March 2016: Taiwan Business in Brief

A TSMC factory in Hsinchu, Taiwan

TSMC China Plant Gets Green Light

Taiwan’s Investment Commission on February 3 approved plans by Taiwan Semiconductor Manufacturing Co. (TSMC) to build a US$3-billion 12-inch wafer plant in Nanjing, the largest investment by a Taiwanese chipmaker since the government eased restrictions on wholly owned semiconductor production facilities in China last August. The move by the world’s number-one contract chipmaker is intended to boost market share in China’s rapidly growing semiconductor industry while enabling it to protect its intellectual property. TSMC currently holds an estimated 55% of the global semiconductor foundry market, and the Nanjing investment is forecast to raise this level to 57% when it begins operation in 2018.

By law, a Taiwan chipmaker’s Chinese plants must be one generation behind its domestic operation. TSMC must thus show the Industrial Development Bureau (IDB) evidence that it has moved to mostly 10-nanometer chips by volume in Taiwan for more than a year before starting 16-nanometer chip production in Nanjing. The investment announcement comes on the heels of news that two other Taiwan companies – Powerchip Technology and United Microelectronics (UMC) – will construct 12-inch wafer plants in China.

Media Acquisitions Under Scrutiny

The Investment Commission under the Ministry of Economic Affairs (MOEA) announced February 2 that it would suspend consideration of North Haven Private Equity Asia (NHPEA)’s application to acquire Taiwanese cable provider China Network Systems (CNS) until after the new legislature is in place and can offer its perspective on the issue.

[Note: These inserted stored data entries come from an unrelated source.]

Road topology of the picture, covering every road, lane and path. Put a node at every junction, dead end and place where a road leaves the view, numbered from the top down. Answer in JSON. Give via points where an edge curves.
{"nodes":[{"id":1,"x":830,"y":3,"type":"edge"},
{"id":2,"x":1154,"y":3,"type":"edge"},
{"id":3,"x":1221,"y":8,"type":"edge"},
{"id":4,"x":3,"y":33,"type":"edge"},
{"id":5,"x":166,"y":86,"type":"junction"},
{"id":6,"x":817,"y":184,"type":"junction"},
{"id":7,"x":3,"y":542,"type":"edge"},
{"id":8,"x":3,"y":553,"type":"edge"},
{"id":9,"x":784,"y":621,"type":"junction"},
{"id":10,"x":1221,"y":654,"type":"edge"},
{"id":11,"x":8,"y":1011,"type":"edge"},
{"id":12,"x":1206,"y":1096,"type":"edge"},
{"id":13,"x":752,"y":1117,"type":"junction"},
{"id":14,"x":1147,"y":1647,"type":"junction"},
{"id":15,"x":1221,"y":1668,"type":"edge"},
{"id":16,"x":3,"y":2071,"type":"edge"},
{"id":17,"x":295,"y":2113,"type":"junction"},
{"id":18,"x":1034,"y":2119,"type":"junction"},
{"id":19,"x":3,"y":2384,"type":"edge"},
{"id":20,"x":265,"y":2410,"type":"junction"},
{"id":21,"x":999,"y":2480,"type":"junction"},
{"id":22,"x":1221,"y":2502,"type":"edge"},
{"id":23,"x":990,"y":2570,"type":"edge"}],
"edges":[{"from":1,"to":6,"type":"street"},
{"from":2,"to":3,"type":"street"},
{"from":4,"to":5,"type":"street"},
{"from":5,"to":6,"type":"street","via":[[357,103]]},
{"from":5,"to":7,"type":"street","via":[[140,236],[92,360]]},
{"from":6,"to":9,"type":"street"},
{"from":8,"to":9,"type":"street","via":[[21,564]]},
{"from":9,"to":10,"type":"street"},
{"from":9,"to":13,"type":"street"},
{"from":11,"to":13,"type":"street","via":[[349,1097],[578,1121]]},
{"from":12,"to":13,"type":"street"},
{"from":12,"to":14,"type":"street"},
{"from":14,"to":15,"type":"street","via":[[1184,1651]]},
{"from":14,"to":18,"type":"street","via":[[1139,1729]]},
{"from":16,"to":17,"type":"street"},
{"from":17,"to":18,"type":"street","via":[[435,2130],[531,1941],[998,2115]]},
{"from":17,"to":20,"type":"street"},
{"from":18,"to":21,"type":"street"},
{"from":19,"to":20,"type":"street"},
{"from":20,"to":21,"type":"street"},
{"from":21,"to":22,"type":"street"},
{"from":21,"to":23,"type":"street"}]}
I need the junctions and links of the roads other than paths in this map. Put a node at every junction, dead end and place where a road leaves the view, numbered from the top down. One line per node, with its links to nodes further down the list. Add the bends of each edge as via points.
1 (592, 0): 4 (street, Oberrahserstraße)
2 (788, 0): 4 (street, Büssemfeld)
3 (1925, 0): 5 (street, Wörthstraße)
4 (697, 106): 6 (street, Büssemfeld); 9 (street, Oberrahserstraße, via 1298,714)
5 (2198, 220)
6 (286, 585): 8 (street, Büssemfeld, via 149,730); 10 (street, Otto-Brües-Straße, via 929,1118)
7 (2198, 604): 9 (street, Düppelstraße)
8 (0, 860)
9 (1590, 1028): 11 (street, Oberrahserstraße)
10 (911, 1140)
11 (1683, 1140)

NHPEA is a subsidiary of Morgan Stanley Private Equity Asia.

The deal was already approved by the Fair Trade Commission (FTC) and the National Communications Commission (NCC), with conditions that NHPEA accepted. Final approval by the Investment Commission would ordinarily be a formality, but the deal became politicized when members of the Legislative Yuan questioned the role of Far EasTone Telecommunications Co. (FET) in the acquisition. Under current Taiwan law, government-invested firms are prohibited from holding a stake in media companies. FET, which is invested in by all four of the government’s investment funds, is buying NT$17.12 billion (US$509.4 million) in non-convertible corporate bonds issued by NHPEA. While NHPEA contends that this arrangement has been structured in conformity with the law and ensures that FET will have no management authority or influence over policy in CNS – a position that the FTC and NCC have upheld – critics have interpreted the arrangement as a way for FET to invest in CNS in circumvention of the law.

In other telecom news, Lu Fang-ming, chairman of Hon Hai-controlled Asia Pacific Telecom, has agreed to buy 100% of Macquarie APTT Management, the trustee-manager of Singapore-listed Asian Pay Television Trust (APTT), the owner of Taiwan Broadband Communications, from the Singapore unit of Australia’s Macquarie Group bank. Taiwan Broadband is the nation’s largest cable provider by number of subscribers and the move is seen as a way for Hon Hai to diversify its operations away from its singular focus on electronics manufacturing. The deal for an undisclosed amount of money awaits the approval of the Investment Commission.

Government Takeover of Chaoyang Life Insurance

The Financial Supervisory Commission under the Executive Yuan placed Chaoyang Life Insurance Co. under government control January 26 in response to the company’s continued financial deterioration. Insurance Bureau Director-General Jenny Lee told a press conference that with NT$2.2 billion (US$65.23 million) in debt, the company has a negative valuation and has failed to carry out proposed financial improvement measures. Chaoyang is the third insurer to be put under government receivership in the past 18 months, along with Global Life Insurance and Singfor Life Insurance. The government-backed Insurance Stabilization Fund has been appointed official receiver of the distressed insurer, and the government emphasized that insurance policies issued by Chaoyang will be honored and its personnel and daily operations unaffected.

Evergreen Inheritance Bitterly Contested

The will of Chang Yung-fa, the recently deceased founder of the Evergreen Group, which includes Evergreen Marine Transport and EVA Airways, is being contested by three of his four children. Drawn up in December 2014, the will names youngest son Chang Kuo-wei as successor to the group chairmanship and sole inheritor of the multi-billion-dollar estate. Chang Kuo-wei, the chairman of EVA Airways, is the only son of Chang Yung-fa’s second wife. The three sons by Chang’s first wife, led by eldest Chang Kuo-hua, then moved to dissolve the entire management structure of Evergreen Group, in effect stripping Chang Kuo-wei of his chairmanship. The three older brothers are substantial minority stakeholders in many of the Evergreen Group’s companies.